The Application Runner Binary contains the entry point of the m5 application and is where execution starts. Its primary responsibility is to perform a software update of the m5 application, load the core engine framework binary application and call the main engine entry point.

The AppRunner is architected to be a “burned in” component of the m5 platform, meaning that it may exist in ROM and not be updatable. Therefore it is designed to be simple and reliable and the NCP Core team will be particularly diligent in its testing and automation of this piece of code since it may not be patchable remotely.

Since the AppRunner is delivered as a binary application it represents an integration point for channel partners.

Disney+ Client Application

The application code contains all the logic for the specific application being built on top of the Core Engine Runtime.

The application code is designed to be updatable by the application runner component, Merlin, and therefore is not in a machine executable format, but a compiled Web Assembly module that is remotely hosted in the cloud. The application is downloaded, dynamically loaded at boot time, then interpreted by the Core Engine throughout its runtime lifecycle. Because the application is developed on top of the Core runtime APIs and the Steamboat platform abstraction layer, no integration with a platform- or vendor-specific SDK is required. This has the added benefit that application updates can be made available to our guests around the world, any time day or night, without having to make binary updates to their device, circumventing lengthy vendor submission processes along the way.

Reference Hardware

Given the large number of platforms and the differences in device capabilities (e.g. CPU performance, amount of memory, GPU performance, video capabilities like HDR and 4K/UHD support) we leverage Raspberry Pi’s as a cost-effective solution for development. By benchmarking core and application performance on such slim device profiles, we can guarantee a sincerely enjoyable guest experience across an even wider spectrum of devices like aforementioned consoles and set top boxes.

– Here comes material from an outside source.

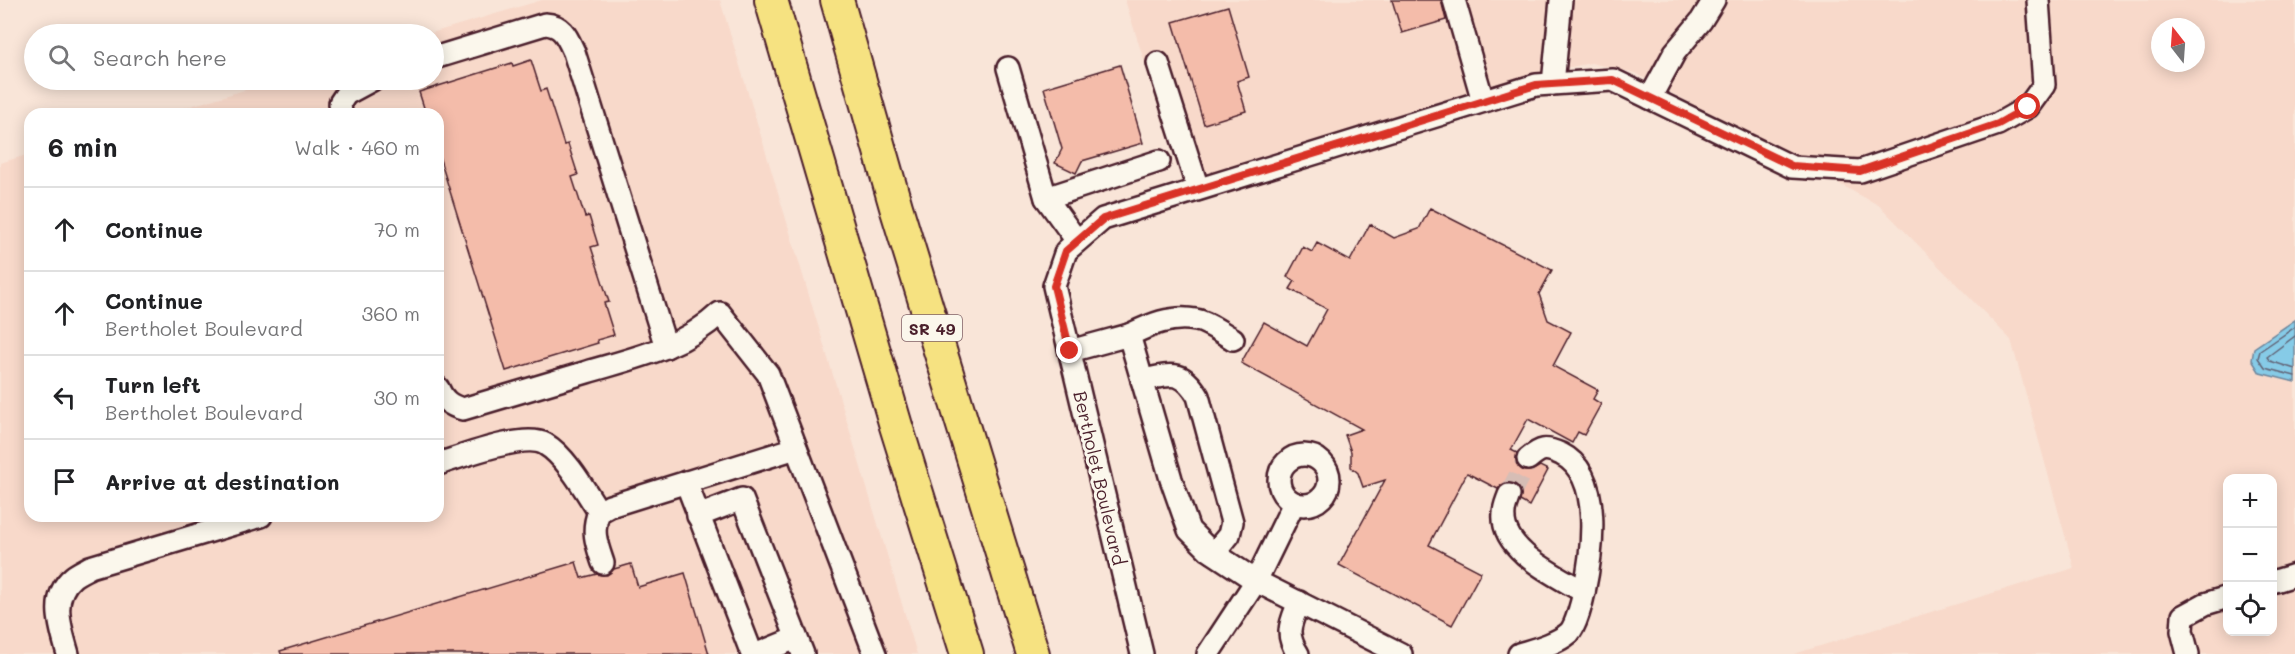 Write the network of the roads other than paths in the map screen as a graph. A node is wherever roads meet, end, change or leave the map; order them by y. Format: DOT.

Often we will setup a Raspberry cluster as shown below:

A development build of the Disney+ application running 71 FPS on a Raspberry Pi 4:

Test Tooling & Automation

To help distributors integrate the ADK into their set-top boxes we developed a comprehensive suite of tests which leverage a Command and Control (C&C) bus in the m5 Core. The C&C bus leverages WebSockets to allow for:

  • Console access to the ADK
  • Ability to run tests directly on the set-top box using a web experience as part of our Partner Portal
  • Enable test automation scenarios

Distributors are able to utilize the certification tooling all along the porting process. It begins with an initial tier of unit tests built around Steamboat, to allow partners to test individual system components as they are ported to a new device. Once the initial tier is complete, subsequent tiers of integration tests are available to test the application running on the new device. This includes scripted automation tests and a soft remote!

Global partners are lining up to engage our ADK and deliver the Disney+ experience to their users and with thousands of combinations of devices, systems and middleware. Disney’s approach to ADK remains the best way to maintain market relevance while assuring our velocity inside Disney Streaming as we develop more products and launch in more areas. Only with this technology are we able to meet the market demand at scale and control our experience while ensuring that our customers are satisfied with a consistent experience every time they see the Disney+ logo, no matter what device they are on or where they choose to experience our content.